* **TASK INSTRUCTIONS**
Check each line of the entries below for the word "HIGHWAY", and copy out the ones that have it.

Items listed in a dataset

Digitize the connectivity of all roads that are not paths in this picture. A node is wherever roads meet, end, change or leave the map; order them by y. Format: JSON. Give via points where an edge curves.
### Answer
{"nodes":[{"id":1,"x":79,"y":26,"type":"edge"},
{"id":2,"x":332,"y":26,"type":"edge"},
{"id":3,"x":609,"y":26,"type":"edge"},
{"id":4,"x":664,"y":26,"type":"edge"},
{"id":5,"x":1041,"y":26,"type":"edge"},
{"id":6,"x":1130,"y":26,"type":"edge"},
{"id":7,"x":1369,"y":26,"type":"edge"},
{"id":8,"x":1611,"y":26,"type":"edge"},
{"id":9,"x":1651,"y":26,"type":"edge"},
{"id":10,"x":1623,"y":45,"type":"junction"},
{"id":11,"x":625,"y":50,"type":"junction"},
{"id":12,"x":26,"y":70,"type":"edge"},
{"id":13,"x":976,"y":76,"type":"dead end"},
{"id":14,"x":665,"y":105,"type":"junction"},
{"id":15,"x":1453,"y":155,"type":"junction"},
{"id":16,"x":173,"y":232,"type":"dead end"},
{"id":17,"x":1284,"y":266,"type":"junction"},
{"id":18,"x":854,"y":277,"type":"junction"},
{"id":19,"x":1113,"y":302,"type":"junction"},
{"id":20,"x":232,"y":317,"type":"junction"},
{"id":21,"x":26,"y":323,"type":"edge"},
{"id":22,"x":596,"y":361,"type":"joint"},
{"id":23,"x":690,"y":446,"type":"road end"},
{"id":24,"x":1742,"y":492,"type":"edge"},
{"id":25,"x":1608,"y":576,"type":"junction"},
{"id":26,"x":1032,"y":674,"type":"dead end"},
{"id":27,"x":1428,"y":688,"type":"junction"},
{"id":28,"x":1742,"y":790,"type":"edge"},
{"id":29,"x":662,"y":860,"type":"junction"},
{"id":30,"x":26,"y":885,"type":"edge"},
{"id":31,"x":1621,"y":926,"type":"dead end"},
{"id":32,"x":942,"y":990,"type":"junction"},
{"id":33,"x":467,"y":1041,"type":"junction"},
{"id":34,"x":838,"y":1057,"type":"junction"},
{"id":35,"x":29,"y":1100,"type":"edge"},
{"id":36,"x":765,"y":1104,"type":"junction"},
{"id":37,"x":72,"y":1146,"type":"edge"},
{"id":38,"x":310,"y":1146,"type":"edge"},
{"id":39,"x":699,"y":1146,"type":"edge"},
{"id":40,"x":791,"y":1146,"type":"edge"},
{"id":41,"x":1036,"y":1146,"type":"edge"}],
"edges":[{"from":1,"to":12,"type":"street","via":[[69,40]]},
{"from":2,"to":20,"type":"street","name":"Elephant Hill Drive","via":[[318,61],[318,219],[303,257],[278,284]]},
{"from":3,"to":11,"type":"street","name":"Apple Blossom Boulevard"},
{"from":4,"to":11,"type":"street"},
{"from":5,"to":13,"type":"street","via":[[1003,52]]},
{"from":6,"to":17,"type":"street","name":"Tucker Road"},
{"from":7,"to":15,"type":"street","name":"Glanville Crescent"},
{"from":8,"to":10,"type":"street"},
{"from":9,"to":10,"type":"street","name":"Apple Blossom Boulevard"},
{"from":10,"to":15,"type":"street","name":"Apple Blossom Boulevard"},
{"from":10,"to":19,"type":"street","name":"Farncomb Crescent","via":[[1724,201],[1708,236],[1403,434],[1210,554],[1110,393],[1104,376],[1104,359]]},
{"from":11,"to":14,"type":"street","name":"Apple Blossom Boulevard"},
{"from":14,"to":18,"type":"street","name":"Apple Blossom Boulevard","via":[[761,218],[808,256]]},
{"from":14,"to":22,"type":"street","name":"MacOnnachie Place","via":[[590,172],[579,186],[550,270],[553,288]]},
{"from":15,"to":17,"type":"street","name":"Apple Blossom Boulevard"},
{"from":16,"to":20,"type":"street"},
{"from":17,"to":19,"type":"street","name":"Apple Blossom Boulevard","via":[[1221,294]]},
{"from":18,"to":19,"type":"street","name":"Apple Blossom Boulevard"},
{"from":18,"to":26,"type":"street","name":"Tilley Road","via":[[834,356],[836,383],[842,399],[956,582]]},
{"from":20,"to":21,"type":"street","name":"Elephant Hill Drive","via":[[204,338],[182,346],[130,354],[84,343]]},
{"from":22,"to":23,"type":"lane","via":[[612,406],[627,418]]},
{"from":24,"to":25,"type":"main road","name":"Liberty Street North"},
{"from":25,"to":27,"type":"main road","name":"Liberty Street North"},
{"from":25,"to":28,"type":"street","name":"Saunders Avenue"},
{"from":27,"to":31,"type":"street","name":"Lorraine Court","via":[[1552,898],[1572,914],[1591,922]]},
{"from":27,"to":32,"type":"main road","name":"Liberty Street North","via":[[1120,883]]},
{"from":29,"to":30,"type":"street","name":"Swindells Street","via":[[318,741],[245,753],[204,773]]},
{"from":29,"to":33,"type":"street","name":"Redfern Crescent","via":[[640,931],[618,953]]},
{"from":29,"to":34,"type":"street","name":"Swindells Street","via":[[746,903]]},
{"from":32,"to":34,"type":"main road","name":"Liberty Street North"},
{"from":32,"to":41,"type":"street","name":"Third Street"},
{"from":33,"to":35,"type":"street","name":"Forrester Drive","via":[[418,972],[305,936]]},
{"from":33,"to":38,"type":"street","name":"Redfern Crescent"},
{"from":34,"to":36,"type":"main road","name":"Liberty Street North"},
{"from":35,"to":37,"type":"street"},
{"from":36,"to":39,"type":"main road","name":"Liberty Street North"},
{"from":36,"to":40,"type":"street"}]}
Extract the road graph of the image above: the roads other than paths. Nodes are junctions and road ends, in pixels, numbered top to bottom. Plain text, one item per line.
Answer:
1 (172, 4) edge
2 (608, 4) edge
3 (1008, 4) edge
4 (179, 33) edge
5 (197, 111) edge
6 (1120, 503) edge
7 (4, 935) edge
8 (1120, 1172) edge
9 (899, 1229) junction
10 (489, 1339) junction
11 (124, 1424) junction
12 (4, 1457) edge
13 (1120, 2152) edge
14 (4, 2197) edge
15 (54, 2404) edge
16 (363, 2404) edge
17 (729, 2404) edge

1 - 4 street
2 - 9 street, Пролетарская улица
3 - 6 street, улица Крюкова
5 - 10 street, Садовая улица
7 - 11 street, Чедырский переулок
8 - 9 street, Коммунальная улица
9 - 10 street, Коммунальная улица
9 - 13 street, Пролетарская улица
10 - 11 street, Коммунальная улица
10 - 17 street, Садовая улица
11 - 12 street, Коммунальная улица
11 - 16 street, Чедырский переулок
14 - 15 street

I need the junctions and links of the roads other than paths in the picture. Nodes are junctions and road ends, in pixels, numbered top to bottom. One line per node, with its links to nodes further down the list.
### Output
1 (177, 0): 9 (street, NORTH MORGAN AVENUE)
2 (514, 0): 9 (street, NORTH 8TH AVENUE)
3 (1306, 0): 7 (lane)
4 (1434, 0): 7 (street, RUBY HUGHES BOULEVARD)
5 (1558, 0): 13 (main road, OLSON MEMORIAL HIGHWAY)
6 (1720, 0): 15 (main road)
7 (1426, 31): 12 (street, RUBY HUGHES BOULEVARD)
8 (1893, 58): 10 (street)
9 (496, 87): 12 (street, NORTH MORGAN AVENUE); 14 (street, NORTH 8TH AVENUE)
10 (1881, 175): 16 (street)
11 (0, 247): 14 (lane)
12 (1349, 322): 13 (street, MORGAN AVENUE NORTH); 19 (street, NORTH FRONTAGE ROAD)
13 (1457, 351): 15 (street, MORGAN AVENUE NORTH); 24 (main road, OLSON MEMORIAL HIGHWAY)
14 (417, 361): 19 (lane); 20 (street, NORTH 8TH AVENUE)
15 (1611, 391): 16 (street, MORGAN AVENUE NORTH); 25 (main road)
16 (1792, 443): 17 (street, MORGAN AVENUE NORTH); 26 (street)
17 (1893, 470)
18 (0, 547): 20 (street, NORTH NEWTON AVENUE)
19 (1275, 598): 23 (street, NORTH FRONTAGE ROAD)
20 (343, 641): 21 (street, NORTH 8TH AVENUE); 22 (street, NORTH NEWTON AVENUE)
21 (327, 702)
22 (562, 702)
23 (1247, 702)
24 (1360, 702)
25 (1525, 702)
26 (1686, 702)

* **RESPONSE BOX**
5 (1558, 0): 13 (main road, OLSON MEMORIAL HIGHWAY)
13 (1457, 351): 15 (street, MORGAN AVENUE NORTH); 24 (main road, OLSON MEMORIAL HIGHWAY)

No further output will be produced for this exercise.